[Data extracted from a collection]
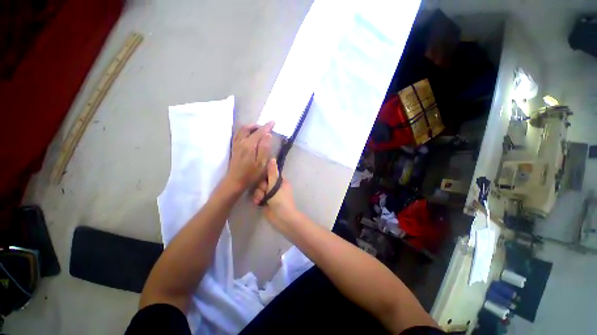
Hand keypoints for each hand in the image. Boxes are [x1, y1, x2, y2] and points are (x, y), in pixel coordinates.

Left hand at [226, 122, 273, 189]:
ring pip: (242, 130)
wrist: (235, 181)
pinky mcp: (234, 147)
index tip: (273, 122)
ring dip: (250, 127)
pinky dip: (244, 130)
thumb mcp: (261, 163)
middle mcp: (241, 142)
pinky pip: (237, 134)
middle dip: (258, 125)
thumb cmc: (251, 174)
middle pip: (248, 128)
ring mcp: (236, 144)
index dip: (267, 126)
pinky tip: (248, 134)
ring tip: (258, 129)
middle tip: (266, 127)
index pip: (259, 132)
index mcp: (249, 145)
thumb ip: (265, 148)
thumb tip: (268, 135)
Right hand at [253, 158, 297, 230]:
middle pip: (263, 181)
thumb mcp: (275, 184)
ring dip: (258, 194)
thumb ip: (272, 172)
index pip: (271, 173)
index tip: (262, 176)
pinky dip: (258, 199)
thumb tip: (272, 158)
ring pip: (259, 189)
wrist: (281, 218)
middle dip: (261, 186)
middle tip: (264, 190)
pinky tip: (258, 203)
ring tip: (261, 199)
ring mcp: (270, 194)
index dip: (265, 174)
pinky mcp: (265, 201)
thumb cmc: (281, 199)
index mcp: (280, 181)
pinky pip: (258, 196)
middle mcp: (275, 186)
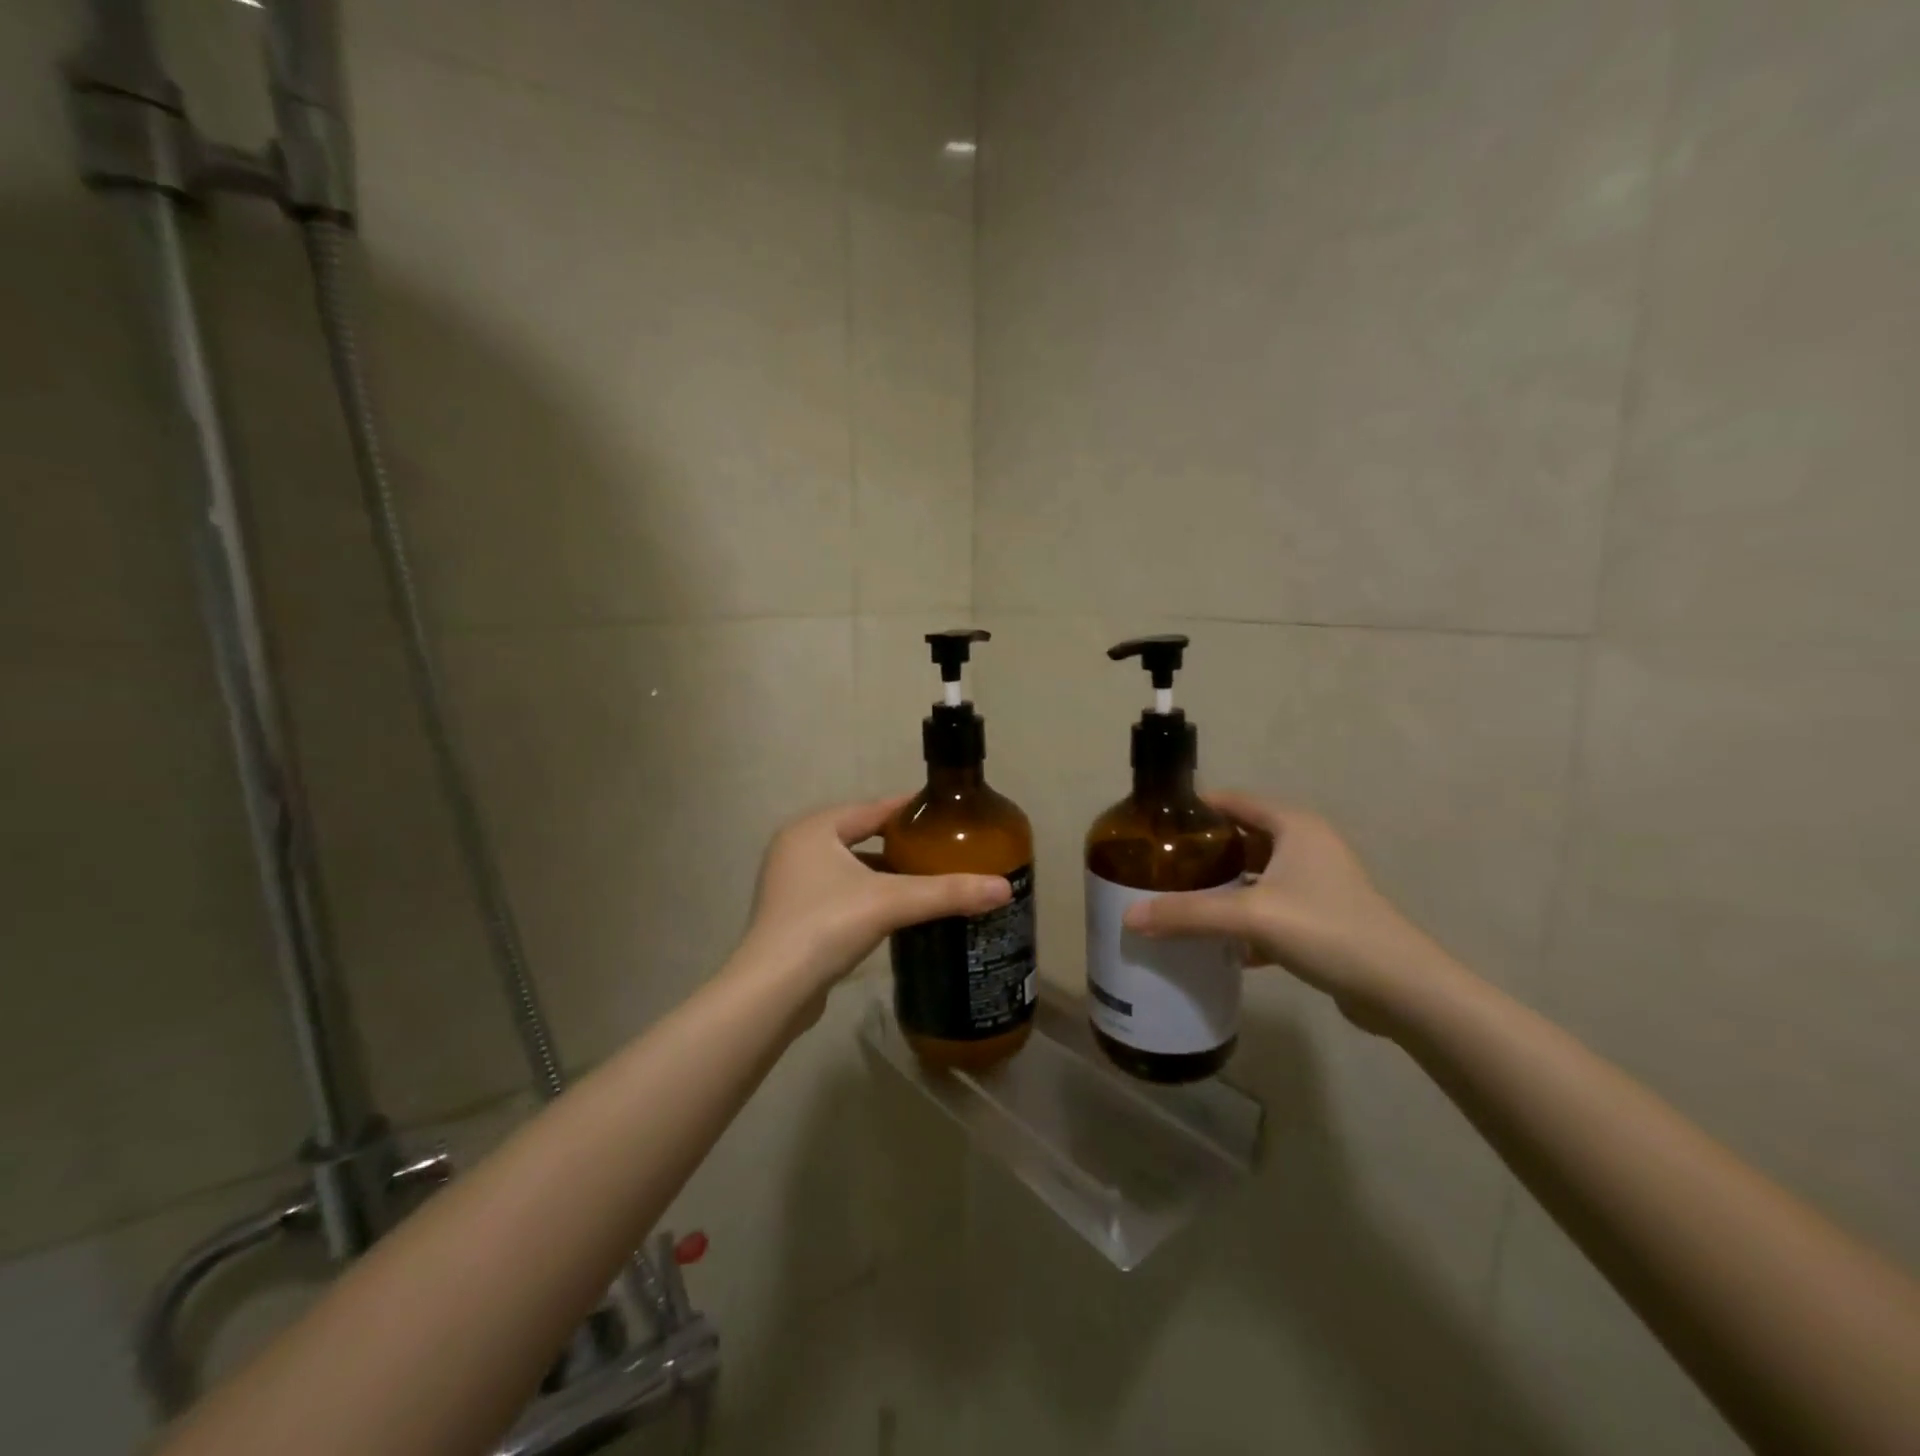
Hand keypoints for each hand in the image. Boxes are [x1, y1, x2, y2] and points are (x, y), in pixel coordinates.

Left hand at [739, 796, 1011, 997]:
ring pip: (849, 868)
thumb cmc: (827, 926)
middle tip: (942, 849)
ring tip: (925, 879)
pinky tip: (894, 911)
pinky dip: (866, 896)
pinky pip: (839, 893)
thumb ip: (947, 892)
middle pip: (860, 837)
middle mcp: (797, 848)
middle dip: (899, 844)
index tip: (946, 815)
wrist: (773, 991)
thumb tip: (1004, 889)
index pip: (872, 809)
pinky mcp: (791, 916)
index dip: (910, 810)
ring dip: (883, 873)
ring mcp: (790, 884)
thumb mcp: (892, 902)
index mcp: (813, 829)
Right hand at [1122, 793, 1452, 1032]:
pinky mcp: (1320, 917)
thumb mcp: (1250, 916)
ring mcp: (1316, 882)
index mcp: (1293, 826)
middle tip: (1158, 866)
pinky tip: (1217, 942)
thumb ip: (1188, 914)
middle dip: (1202, 852)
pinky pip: (1269, 907)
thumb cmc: (1326, 930)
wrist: (1400, 990)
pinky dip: (1243, 919)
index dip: (1193, 809)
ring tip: (1178, 899)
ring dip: (1221, 887)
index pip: (1232, 801)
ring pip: (1254, 876)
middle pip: (1241, 838)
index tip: (1154, 824)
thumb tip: (1129, 917)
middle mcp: (1306, 845)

Task statement :: Would you reproduce, exactly and with nothing added, every line from the beginning of the entries above through the line that contains "middle mcp: (241, 142)", both included, leaving out the pictures?

Task result ::
Hand keypoints for each hand in the image. Boxes are [x1, y1, x2, y2] and points are (x, y), in pixel coordinates.

Left hand at [226, 122, 273, 189]:
ring pip: (242, 130)
wrist: (235, 181)
pinky mcp: (234, 147)
index tip: (273, 122)
ring dip: (250, 127)
pinky dip: (244, 130)
thumb mcp: (261, 163)
middle mcp: (241, 142)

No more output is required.